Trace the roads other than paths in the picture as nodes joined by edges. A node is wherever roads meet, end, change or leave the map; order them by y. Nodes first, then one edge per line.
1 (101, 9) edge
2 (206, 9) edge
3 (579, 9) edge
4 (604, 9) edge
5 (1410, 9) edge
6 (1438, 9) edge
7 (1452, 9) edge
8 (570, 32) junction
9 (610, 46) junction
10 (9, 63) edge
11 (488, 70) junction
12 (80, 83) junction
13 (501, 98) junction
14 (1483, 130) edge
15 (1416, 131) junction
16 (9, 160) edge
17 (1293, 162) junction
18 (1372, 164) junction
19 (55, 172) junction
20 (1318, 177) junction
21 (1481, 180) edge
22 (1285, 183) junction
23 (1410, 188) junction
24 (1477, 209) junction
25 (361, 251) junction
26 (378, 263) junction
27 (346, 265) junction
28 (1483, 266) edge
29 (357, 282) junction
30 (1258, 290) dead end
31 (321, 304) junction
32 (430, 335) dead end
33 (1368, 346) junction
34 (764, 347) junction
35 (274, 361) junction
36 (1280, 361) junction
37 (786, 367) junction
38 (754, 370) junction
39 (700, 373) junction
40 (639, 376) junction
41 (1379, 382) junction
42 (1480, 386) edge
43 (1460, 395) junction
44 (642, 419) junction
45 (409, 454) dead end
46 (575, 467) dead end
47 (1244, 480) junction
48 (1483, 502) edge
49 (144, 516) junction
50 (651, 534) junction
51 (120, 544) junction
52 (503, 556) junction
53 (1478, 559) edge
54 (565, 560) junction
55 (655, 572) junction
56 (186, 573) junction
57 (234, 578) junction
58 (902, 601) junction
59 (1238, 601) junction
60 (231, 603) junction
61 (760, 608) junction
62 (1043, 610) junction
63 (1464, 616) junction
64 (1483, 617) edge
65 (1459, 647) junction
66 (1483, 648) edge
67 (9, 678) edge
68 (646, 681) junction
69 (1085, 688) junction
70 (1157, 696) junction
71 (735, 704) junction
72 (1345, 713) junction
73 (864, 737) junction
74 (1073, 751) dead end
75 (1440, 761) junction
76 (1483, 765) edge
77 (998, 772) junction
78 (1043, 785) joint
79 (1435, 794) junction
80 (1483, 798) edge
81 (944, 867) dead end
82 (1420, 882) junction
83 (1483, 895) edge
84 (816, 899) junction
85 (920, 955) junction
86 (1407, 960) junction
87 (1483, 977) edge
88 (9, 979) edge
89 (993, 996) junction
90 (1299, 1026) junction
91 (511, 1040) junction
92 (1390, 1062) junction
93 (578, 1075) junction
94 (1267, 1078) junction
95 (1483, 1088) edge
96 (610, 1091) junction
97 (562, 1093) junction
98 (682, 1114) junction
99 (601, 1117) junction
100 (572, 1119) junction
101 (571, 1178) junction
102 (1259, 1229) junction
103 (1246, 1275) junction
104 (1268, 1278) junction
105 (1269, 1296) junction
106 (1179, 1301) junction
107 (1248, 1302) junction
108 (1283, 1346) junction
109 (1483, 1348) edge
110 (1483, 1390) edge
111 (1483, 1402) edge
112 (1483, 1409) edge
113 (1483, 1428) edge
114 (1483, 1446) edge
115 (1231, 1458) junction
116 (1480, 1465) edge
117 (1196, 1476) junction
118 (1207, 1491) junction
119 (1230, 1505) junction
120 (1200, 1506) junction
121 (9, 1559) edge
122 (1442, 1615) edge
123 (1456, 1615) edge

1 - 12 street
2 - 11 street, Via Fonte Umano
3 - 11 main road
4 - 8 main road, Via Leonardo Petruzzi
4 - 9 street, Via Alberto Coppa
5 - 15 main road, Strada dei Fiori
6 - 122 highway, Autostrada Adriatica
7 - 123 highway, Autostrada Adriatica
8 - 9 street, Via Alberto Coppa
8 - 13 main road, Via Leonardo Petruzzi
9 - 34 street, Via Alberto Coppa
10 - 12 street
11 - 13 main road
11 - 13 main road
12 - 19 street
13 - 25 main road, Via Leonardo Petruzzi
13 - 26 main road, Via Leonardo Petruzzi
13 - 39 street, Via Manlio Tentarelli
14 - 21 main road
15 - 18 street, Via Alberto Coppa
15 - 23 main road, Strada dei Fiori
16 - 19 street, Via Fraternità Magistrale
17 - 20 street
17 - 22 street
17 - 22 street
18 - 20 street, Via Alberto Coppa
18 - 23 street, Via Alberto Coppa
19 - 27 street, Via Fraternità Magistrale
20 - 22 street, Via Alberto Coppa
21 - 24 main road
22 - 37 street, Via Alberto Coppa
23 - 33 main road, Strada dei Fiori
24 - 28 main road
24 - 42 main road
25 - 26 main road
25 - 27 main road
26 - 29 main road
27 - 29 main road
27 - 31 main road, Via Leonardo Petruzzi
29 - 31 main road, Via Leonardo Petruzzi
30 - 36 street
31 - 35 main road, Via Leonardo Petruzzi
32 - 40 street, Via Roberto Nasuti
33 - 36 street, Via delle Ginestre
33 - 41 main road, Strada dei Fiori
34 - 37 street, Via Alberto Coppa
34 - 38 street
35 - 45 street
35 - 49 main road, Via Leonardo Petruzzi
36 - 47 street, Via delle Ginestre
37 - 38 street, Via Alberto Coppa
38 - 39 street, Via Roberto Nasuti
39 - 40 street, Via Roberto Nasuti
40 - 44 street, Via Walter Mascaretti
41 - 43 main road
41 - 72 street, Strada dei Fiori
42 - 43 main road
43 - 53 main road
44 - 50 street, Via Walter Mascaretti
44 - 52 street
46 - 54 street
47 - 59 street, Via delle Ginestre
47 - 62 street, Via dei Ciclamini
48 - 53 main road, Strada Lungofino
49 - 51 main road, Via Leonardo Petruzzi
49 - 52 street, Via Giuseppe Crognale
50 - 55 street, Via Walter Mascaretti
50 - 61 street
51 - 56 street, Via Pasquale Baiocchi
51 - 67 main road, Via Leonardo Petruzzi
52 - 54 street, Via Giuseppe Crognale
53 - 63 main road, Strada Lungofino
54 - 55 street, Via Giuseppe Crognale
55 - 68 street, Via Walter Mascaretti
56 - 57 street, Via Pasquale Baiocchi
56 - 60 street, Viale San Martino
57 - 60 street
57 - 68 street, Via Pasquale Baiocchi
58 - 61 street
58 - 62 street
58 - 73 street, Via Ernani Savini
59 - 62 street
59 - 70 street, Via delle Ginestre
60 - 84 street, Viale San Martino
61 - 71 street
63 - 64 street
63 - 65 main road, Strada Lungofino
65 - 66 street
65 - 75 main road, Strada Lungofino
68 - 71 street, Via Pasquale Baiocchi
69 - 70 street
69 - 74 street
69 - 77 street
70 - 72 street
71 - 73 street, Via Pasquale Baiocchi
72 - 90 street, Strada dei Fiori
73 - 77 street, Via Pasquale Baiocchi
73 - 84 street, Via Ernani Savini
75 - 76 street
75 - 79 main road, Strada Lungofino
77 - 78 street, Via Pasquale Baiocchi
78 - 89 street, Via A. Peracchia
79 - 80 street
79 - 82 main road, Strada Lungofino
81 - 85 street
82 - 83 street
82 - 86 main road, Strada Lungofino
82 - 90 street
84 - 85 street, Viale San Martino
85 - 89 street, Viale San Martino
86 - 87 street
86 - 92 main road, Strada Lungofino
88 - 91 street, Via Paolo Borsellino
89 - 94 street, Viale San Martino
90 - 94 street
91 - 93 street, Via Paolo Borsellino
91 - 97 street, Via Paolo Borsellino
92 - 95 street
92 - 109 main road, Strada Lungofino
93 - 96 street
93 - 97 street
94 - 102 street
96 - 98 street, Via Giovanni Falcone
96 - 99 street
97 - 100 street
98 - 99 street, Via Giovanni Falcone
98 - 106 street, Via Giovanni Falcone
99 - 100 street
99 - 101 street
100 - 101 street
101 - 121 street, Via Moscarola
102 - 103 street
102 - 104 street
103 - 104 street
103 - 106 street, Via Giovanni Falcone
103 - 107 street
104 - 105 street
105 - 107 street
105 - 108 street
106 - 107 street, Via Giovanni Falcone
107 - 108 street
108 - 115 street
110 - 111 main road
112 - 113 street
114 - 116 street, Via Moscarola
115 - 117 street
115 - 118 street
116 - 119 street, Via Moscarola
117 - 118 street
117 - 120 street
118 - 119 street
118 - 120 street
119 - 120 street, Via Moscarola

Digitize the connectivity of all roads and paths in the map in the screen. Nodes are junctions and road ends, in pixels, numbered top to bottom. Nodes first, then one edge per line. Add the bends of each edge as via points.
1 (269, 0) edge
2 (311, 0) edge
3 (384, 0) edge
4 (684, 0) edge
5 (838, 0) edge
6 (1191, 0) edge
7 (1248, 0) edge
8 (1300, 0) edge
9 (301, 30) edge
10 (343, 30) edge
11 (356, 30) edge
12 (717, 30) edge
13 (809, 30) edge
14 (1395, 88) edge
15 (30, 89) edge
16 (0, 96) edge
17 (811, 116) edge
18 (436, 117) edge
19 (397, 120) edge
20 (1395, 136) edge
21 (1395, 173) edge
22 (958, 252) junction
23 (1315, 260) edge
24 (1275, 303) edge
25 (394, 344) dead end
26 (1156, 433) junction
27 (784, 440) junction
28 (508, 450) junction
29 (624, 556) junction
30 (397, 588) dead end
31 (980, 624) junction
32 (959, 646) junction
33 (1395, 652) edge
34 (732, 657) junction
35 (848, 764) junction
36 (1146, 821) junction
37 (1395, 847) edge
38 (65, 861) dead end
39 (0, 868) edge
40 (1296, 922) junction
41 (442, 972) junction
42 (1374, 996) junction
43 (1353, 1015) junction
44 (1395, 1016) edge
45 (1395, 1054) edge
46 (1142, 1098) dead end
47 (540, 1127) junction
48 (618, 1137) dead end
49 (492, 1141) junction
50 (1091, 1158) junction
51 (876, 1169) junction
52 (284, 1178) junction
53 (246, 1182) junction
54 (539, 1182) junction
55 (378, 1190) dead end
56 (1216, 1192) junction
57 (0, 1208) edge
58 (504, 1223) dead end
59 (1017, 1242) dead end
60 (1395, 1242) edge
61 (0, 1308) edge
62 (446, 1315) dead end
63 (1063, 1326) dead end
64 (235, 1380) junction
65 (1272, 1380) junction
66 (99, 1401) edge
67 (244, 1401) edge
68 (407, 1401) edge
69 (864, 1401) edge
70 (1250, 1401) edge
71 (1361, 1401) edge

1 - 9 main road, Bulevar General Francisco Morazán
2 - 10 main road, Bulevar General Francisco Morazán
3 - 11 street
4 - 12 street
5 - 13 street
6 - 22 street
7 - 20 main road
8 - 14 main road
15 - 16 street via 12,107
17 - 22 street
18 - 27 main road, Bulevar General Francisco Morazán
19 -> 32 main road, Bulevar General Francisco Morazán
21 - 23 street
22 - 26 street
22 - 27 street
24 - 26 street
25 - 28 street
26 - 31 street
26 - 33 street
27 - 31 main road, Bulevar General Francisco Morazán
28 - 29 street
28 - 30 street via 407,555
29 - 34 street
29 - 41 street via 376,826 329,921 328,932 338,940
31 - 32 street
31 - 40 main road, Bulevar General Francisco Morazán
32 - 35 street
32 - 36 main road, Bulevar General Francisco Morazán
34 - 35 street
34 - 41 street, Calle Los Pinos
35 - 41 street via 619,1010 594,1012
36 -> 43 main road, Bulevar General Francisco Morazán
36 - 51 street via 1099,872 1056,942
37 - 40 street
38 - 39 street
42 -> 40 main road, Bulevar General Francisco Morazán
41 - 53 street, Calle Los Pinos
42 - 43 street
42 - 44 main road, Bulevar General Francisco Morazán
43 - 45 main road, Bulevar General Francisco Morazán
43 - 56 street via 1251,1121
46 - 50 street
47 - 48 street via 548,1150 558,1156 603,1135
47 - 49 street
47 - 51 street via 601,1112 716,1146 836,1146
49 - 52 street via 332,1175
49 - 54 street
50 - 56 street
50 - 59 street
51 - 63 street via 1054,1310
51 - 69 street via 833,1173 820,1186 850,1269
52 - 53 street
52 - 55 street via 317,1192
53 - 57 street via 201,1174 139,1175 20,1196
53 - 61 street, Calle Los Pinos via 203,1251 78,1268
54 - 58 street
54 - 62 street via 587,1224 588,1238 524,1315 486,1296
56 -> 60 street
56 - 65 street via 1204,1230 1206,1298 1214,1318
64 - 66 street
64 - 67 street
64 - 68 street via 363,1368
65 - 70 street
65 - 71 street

============

YOUR TASK ->
The number of lines in the data that hold "Alberto" must be the entire answer.

WRITTEN SOLUTION ->
10